Christoph Hoffmann, a lawmaker from the opposition Free Democratic Party, slammed Foreign Minister Heiko Maas for grave mistakes and failing to prioritize the evacuation of Afghans who worked for German ministries and agencies for many years.
"It's a shame," he told Bild, adding that the federal government "has failed to accurately assess the situation" in Afghanistan in the last couple of months.
At a parliamentary meeting in June, Hoffmann asked Maas about the government's plans to bring Afghan staff who had worked for Germany.
Maas said peace negotiations between the Afghan government and Taliban were likely to continue for some time and he rejected calls by opposition lawmakers to bring more Afghan personnel to Germany, including those who did not have a work contract with the German armed forces but worked for development agencies or other institutions.

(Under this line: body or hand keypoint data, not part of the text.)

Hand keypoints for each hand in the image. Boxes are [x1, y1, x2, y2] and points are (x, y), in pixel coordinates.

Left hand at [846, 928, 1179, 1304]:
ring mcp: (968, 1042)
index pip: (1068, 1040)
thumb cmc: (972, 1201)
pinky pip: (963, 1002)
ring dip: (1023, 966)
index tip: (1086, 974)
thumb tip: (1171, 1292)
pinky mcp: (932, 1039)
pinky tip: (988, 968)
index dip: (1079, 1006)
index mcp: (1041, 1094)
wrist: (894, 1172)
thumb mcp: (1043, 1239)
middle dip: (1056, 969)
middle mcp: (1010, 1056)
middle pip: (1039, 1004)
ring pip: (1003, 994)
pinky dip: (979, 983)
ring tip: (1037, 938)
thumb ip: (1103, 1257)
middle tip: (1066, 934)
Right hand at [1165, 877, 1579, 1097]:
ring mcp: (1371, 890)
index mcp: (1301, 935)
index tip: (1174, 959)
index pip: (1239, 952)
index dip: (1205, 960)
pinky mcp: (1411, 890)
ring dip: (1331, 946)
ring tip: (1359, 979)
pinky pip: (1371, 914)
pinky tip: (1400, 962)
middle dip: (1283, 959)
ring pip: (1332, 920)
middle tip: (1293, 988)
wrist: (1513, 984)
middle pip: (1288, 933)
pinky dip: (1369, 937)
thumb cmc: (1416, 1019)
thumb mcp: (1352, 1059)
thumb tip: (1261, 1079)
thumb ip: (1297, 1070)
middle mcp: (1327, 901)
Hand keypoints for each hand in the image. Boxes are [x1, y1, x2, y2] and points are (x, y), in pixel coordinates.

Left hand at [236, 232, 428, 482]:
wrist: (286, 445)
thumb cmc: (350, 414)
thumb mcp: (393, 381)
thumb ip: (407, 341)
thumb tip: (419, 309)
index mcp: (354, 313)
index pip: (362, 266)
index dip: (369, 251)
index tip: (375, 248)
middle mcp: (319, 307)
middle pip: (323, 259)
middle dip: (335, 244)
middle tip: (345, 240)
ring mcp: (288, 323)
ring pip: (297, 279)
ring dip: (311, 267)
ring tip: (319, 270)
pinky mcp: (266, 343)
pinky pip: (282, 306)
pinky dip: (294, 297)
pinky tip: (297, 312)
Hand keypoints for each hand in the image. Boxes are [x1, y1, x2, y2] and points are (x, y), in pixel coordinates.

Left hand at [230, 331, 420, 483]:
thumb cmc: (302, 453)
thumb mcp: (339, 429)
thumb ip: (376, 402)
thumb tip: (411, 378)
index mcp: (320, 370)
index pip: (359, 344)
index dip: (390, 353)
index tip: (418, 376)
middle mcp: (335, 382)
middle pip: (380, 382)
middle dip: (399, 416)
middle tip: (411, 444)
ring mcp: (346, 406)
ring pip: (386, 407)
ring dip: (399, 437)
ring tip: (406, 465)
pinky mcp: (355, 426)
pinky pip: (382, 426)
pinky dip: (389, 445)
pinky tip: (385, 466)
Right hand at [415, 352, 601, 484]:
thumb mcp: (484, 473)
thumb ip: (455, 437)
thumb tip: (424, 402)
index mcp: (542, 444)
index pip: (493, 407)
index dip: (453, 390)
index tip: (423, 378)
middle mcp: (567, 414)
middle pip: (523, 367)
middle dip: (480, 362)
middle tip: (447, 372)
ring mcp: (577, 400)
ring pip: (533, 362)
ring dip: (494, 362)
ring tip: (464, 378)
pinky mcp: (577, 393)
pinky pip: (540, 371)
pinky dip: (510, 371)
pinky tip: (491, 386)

During the televised debate, Maas said granting visas to those people and their families would have been a wrong message.
"Then we would be talking about not 2,000 people, but 20,000 people," Maas said and insisted that his government does not want to provoke new refugee flows.
Germany sent three military planes to evacuate remaining diplomatic personnel and Afghan staff Monday, but only one could land because of the chaos at Kabul Hamid Karzai International Airport. The other planes were diverted to neighboring countries.
In the past couple of weeks, Berlin has evacuated nearly 2,000 local staff from Afghanistan, according to the government. But more than 10,000 were still trying to flee, including Afghans who worked for German development agencies, nongovernmental organizations (NGOs) and media outlets, as well as human rights activists and lawyers.
The Taliban declared the war in Afghanistan over after taking control of the presidential palace in Kabul, while Western nations scrambled Monday to evacuate their citizens amid chaos at Kabul airport as frantic Afghans searched for a way out.
Afghan President Ashraf Ghani said Sunday, "The Taliban have won with the judgment of their swords and guns, and are now responsible for the honor, property and self-preservation of their countrymen," after fleeing the country as the militants entered the capital virtually unopposed, saying he wanted to avoid bloodshed. The ensuing hours saw hundreds of Afghans desperate to leave flood Kabul airport.
"Today is a great day for the Afghan people and the mujahideen. They have witnessed the fruits of their efforts and their sacrifices for 20 years," Mohammad Naeem, the spokesperson for the Taliban's political office, told Qatar-based media outlet Al-Jazeera TV. "Thanks to God, the war is over in the country," he said.
It took the Taliban just over a week to seize control of the country after a lightning sweep that ended in Kabul as government forces, trained for two decades and equipped by the United States and others at a cost of billions of dollars, melted away.